Sql-server – Speed of Searching Text vs INT/BIGINT – SQL Server 2012

sql serversql-server-2012

I am building an application that will need to handle extremely high amounts of traffic. The traffic will consist of incoming requests for information from a SQL Server 2012 database. When a request is made, a unique KEY is passed that will be used to identify the account that the information belongs to. This KEY is an alphanumeric string and the table that contains the KEYs can contain millions of rows of data. The length and data type of the KEY can change based on situation.

Example Request

KEY=a123f-5n12d1km9-3cmc32mc32-32cm0429c-243g4453-g43f43
TYPE=123

--The system will look up data for type '123' in the database for account 'a123f-5n12d1km9-3cmc32mc32-32cm0429c-243g4453-g43f43'

The main focus will be on the speed of the query, so I am not concerned too much with database size or memory utilization. I know that searching for integers is a lot more efficient than searching text, so I came up with a way to easily convert the strings into integers. The goal is to make an efficient way to take a string, convert it to an integer, and then perform a quick search to return the results. The problem is that the integers generated by the strings will either take up two BIGINT columns or 4 INT columns.

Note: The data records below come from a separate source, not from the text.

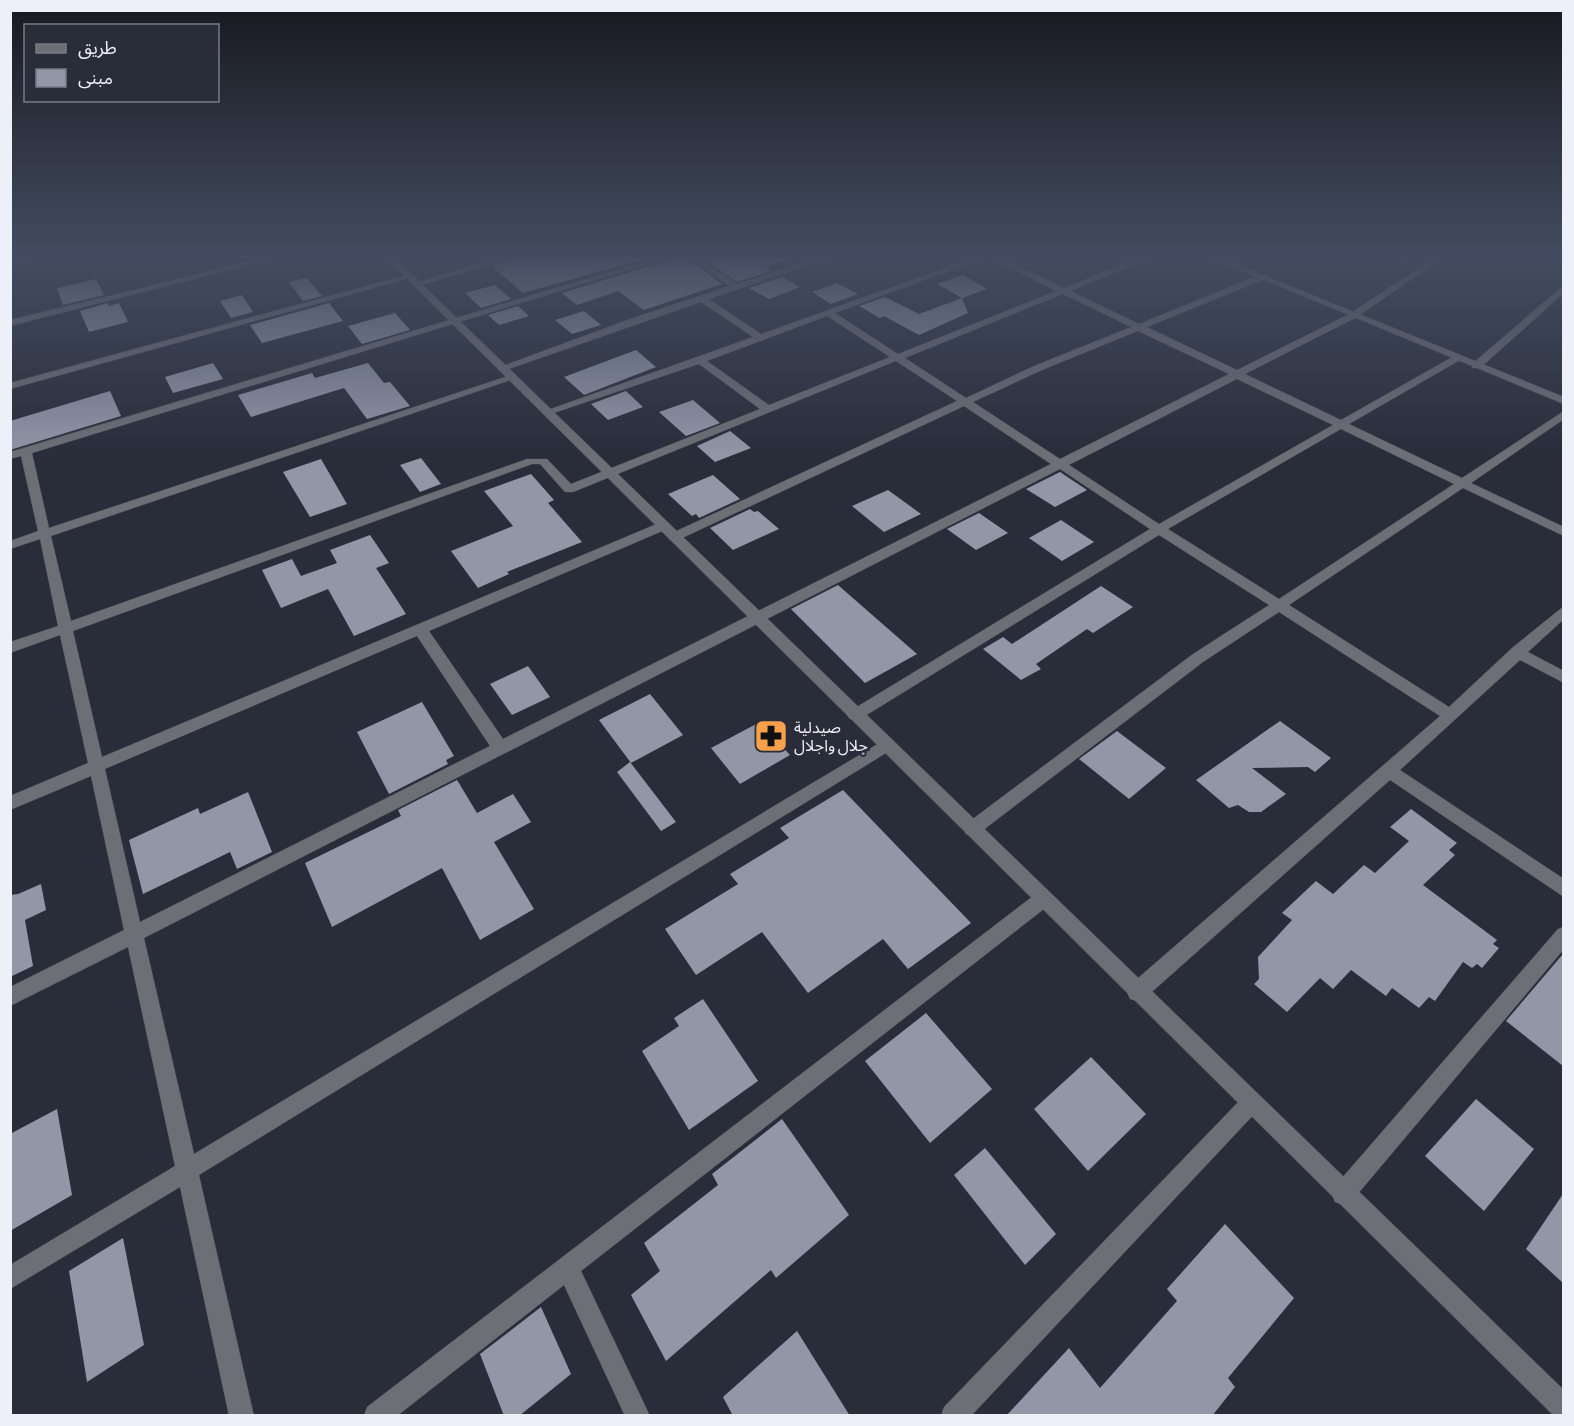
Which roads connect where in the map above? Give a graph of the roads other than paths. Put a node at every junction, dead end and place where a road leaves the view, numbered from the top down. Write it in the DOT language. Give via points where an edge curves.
graph roads {
  1 [pos="247,324"];
  2 [pos="450,324"];
  3 [pos="457,324"];
  4 [pos="626,324"];
  5 [pos="740,324"];
  6 [pos="797,324"];
  7 [pos="846,324"];
  8 [pos="981,324"];
  9 [pos="1134,324"];
  10 [pos="1149,324"];
  11 [pos="1337,324"];
  12 [pos="1374,324"];
  13 [pos="1523,324"];
  14 [pos="1141,327"];
  15 [pos="760,337"];
  16 [pos="898,357"];
  17 [pos="1457,358"];
  18 [pos="700,360"];
  19 [pos="1476,366"];
  20 [pos="507,373"];
  21 [pos="1234,374"];
  22 [pos="10,386"];
  23 [pos="966,402"];
  24 [pos="1563,402"];
  25 [pos="767,409"];
  26 [pos="547,412"];
  27 [pos="1563,414"];
  28 [pos="1341,427"];
  29 [pos="18,453"];
  30 [pos="1059,464"];
  31 [pos="610,474"];
  32 [pos="1460,484"];
  33 [pos="1159,529"];
  34 [pos="668,531"];
  35 [pos="1563,532"];
  36 [pos="45,533"];
  37 [pos="10,545"];
  38 [pos="1278,606"];
  39 [pos="1563,611"];
  40 [pos="758,619"];
  41 [pos="66,628"];
  42 [pos="420,629"];
  43 [pos="10,648"];
  44 [pos="1517,652"];
  45 [pos="1563,678"];
  46 [pos="855,715"];
  47 [pos="1450,715"];
  48 [pos="886,746"];
  49 [pos="501,748"];
  50 [pos="97,766"];
  51 [pos="1389,771"];
  52 [pos="10,802"];
  53 [pos="972,829"];
  54 [pos="1563,889"];
  55 [pos="1043,900"];
  56 [pos="134,934"];
  57 [pos="1563,935"];
  58 [pos="1137,992"];
  59 [pos="10,997"];
  60 [pos="1251,1103"];
  61 [pos="187,1171"];
  62 [pos="1343,1194"];
  63 [pos="567,1267"];
  64 [pos="10,1278"];
  65 [pos="1563,1408"];
  66 [pos="242,1416"];
  67 [pos="376,1416"];
  68 [pos="638,1416"];
  69 [pos="953,1416"];
  1 -- 22 [label="street"];
  2 -- 29 [label="street"];
  3 -- 20 [label="street"];
  4 -- 20 [label="street"];
  5 -- 15 [label="street"];
  6 -- 15 [label="street"];
  7 -- 16 [label="street"];
  8 -- 16 [label="street"];
  9 -- 14 [label="street"];
  10 -- 14 [label="street"];
  11 -- 21 [label="street"];
  12 -- 17 [label="street"];
  13 -- 19 [label="street"];
  14 -- 21 [label="street"];
  14 -- 23 [label="street"];
  15 -- 18 [label="street"];
  16 -- 23 [label="street"];
  16 -- 25 [label="street"];
  17 -- 19 [label="street"];
  17 -- 28 [label="street"];
  18 -- 25 [label="street"];
  18 -- 26 [label="street"];
  19 -- 24 [label="street"];
  20 -- 26 [label="street"];
  20 -- 36 [label="street"];
  21 -- 28 [label="street"];
  21 -- 30 [label="street"];
  23 -- 30 [label="street"];
  23 -- 34 [label="street"];
  25 -- 31 [label="street"];
  26 -- 31 [label="street"];
  27 -- 32 [label="street"];
  28 -- 32 [label="street"];
  28 -- 33 [label="street"];
  29 -- 36 [label="street"];
  30 -- 33 [label="street"];
  30 -- 40 [label="street"];
  31 -- 34 [label="street"];
  31 -- 41 [label="street" via="568,489 543,461 531,461"];
  32 -- 35 [label="street"];
  32 -- 38 [label="street"];
  33 -- 38 [label="street"];
  33 -- 46 [label="street"];
  34 -- 40 [label="street"];
  34 -- 42 [label="street"];
  36 -- 37 [label="street"];
  36 -- 41 [label="street"];
  38 -- 47 [label="street"];
  38 -- 53 [label="street" via="1198,658"];
  39 -- 44 [label="street"];
  40 -- 46 [label="street"];
  40 -- 49 [label="street"];
  41 -- 43 [label="street"];
  41 -- 50 [label="street"];
  42 -- 49 [label="street"];
  42 -- 50 [label="street"];
  44 -- 45 [label="street"];
  44 -- 47 [label="street"];
  46 -- 48 [label="street"];
  47 -- 51 [label="street"];
  48 -- 53 [label="street"];
  48 -- 61 [label="street"];
  49 -- 56 [label="street"];
  50 -- 52 [label="street"];
  50 -- 56 [label="street"];
  51 -- 54 [label="street"];
  51 -- 58 [label="street"];
  53 -- 55 [label="street"];
  55 -- 58 [label="street"];
  55 -- 63 [label="street"];
  56 -- 59 [label="street"];
  56 -- 61 [label="street"];
  57 -- 62 [label="street"];
  58 -- 60 [label="street"];
  60 -- 62 [label="street"];
  60 -- 69 [label="street"];
  61 -- 64 [label="street"];
  61 -- 66 [label="street"];
  62 -- 65 [label="street"];
  63 -- 67 [label="street"];
  63 -- 68 [label="street"];
}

My question is would it be more efficient to search and compare 4 INT columns or 2 BIGINT columns? Or would searching for the text be faster?

BIGINT Sample Query

SELECT (FIELDS) 
FROM KEYS (JOIN .......) 
WHERE C1 = xxxxxxxxxxxxxxxxxxxx and  C2 = xxxxxxxxxxxxxxxxxxxx 

INT Sample Query

SELECT (FIELDS) 
FROM KEYS (JOIN .......)  
WHERE C1 = xxxxxxxxxx and  C2 = xxxxxxxxxx and  C3 = xxxxxxxxxx and  C4 = xxxxxxxxxx 

Text Sample Query

SELECT (FIELDS) 
FROM KEYS (JOIN ........) 
WHERE KEY = 'a123f-5n12d1km9-3cmc32mc32-32cm0429c-243g4453-g43f43'

(NOTE: All columns are either type INT or BIGINT respectively)

Best Answer

As other suggested, sometimes the best choice is to test it out yourself. I hate answering my own question, so if someone can provide a better answer then I might chose it if it better explains my results.

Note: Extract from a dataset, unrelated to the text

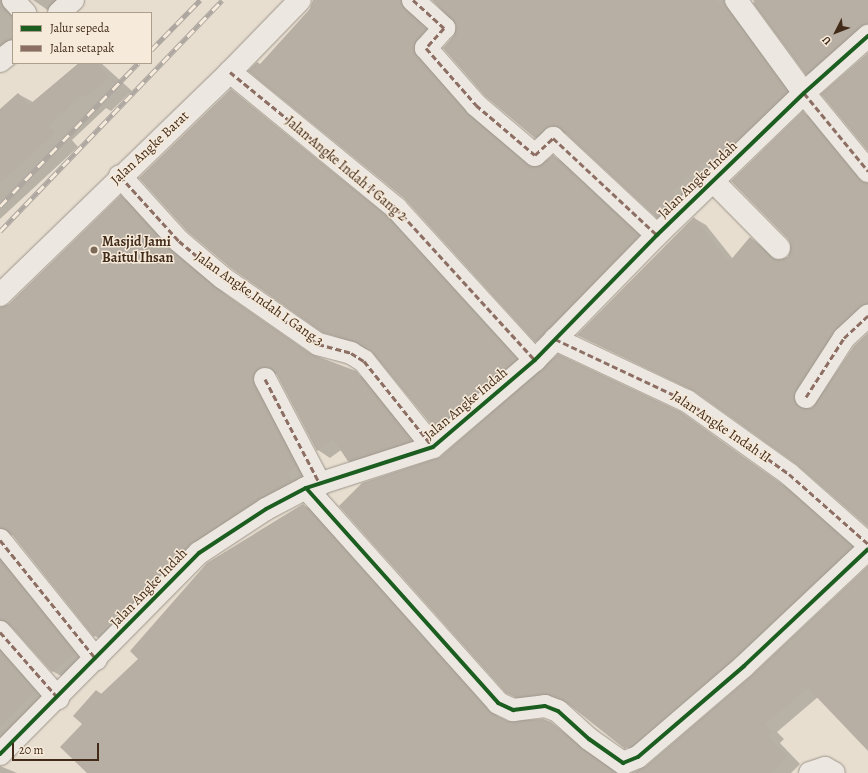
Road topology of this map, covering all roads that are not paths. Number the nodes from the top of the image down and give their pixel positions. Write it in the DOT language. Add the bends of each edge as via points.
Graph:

It turns out there is not UBIGINT64 in SQL, so I created the table as I described as follows and used decimal instead of BigInt:

CREATE TABLE [dbo].[KEYS](
    [id] [int] IDENTITY(1,1) NOT NULL,
    [KEY] [nvarchar](max) NOT NULL,
    [BI1] [decimal](28, 0) NOT NULL,
    [BI2] [decimal](28, 0) NOT NULL,
    [i1] [int] NOT NULL,
    [i2] [int] NOT NULL,
    [i3] [int] NOT NULL,
    [i4] [int] NOT NULL
) ON [PRIMARY] TEXTIMAGE_ON [PRIMARY]

I then wrote a script to populate the table with approximately 2.25 million rows of data and setup the following loop to see how long each one would take.

declare @x integer
set @x = 0
while @x < 100
begin
    --QUERIES WERE INSERTED HERE
    set @x = @x + 1
end

I then plugged the following three queries into the loop and recorded the results for 50 loops and 100 loops.

select * from IntTypes where i1 = 64003101 and i2 = 64003107 and i3 = 64003144 and i4 = 640031031


50 Loops: 9 seconds
100 Loops: 18 seconds

select * from IntTypes where BI1 = 15284527576400310788 and BI2 = 16825458760271544958


50 Loops: 11 seconds
100 Loops: 23 seconds

select * from IntTypes where [KEY] = 'a123f-5n12d1km9-3cmc32mc32-32cm0429c-243g4453-g43f43'


50 Loops: 54 seconds
100 Loops: 1 minute 48 seconds

Perhaps the results would be different if I did use a BIGINT instead of a DECIMAL, but comparing 4 integer columns seems to outperform comparing the two decimal columns. Both of those completely destroyed the text search results timing, but overall it looks like I will be using integer columns.

So to sum it up and answer my own question (sort of), it is faster to search 4 integer columns than searching two decimal columns.